And that would be game over, were it not for the fact that Luther Rickendorf’s legendary patience has finally run out.  And the berserker within him is finally released.

It was when the man hit Luther on the back of the head with a fist-size stone, when he felt the pain and a runnel of blood trickling down his neck, that he finally snapped out of the stupor he’d been in ever since Bennett had dropped on top of him in the water tunnel. He turned to look at the man who’d hit him, a short compact pugnacious Chinese, who gestured angrily at the pile of rubble in front of them, making it clear Luther was working too slowly. The man tossed the bloodied stone into the tram and glared at Luther, hands on hips. Luther lifted the shovel, turned, and hit him in the face with it.

That time he used the flat of the shovel, but in the melee that followed he used the edge; it made a very adequate lance, producing quite satisfactory gashes in arms and foreheads.
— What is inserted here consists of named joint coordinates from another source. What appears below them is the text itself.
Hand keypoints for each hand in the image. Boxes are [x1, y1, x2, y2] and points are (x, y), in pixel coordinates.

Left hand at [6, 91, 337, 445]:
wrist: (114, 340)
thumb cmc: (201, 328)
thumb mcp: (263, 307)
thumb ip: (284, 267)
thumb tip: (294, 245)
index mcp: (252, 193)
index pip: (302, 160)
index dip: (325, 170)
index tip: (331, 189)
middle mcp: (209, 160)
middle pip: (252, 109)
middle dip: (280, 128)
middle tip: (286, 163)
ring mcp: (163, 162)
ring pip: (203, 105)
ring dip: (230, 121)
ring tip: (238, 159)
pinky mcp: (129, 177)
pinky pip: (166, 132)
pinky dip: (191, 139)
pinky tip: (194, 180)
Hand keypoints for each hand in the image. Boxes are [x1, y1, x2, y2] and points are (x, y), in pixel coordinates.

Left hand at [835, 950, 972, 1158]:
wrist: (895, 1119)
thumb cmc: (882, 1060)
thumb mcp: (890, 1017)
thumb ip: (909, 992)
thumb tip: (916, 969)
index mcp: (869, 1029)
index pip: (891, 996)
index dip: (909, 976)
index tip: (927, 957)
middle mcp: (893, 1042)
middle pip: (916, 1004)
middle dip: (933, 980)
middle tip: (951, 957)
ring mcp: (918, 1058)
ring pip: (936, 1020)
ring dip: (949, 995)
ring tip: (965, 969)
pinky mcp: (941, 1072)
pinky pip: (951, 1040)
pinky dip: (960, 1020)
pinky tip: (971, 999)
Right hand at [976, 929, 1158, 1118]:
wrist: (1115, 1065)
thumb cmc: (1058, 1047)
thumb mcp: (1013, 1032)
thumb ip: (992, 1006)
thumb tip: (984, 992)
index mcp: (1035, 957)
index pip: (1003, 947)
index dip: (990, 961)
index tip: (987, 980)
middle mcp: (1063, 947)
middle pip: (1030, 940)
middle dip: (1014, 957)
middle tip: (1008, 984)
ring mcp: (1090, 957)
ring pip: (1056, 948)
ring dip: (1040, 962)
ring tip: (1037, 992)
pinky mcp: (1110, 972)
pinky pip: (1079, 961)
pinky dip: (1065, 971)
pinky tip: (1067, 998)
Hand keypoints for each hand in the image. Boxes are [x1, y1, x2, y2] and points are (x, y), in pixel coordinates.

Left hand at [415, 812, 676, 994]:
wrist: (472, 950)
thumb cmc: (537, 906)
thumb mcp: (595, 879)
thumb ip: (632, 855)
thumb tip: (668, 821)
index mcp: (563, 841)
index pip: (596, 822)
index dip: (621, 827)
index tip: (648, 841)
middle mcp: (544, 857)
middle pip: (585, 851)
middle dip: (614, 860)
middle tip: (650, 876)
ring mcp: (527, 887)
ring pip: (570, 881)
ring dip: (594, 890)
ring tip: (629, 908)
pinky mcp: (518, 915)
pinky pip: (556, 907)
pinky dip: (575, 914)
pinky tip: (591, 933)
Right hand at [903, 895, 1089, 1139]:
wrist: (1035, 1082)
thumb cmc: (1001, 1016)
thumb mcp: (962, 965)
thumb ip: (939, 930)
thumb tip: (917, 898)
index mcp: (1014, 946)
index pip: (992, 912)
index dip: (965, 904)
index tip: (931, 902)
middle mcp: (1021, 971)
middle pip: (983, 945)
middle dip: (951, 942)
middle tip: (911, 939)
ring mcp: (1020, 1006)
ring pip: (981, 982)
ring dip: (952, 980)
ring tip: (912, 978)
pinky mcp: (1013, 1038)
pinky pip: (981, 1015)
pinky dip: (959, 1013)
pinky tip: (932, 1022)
He somehow fights his way outside, bullets flying everywhere.  He gets to the bulldozer blocking the gate, and much like Manville with the pistol safety in Part One, extrapolates from past experience working with snowplows at ski resorts.  He gets the big machine going, smashing through the gate, then smashing into a bus–but the cops are in, and they’re pretty mad now.  These are somewhat shady hardhats, not seasoned heistmen (seasoned heistmen would have either run away or given up when the cops came knocking).  They don’t hold out very long.

But the submarine is out of the tunnel, into the harbor, under Curtis’s control, as he heads for open ocean  He’s still listening on the phone he told Bennett to leave off the hook when the police smash into his operations room and take Bennett prisoner.  He knows Manville is there, but he assumes it’s too late to stop the charges which have already been set–on a timer.  Like last time  With no failsafe.  Like last time.  And the charges are all under water.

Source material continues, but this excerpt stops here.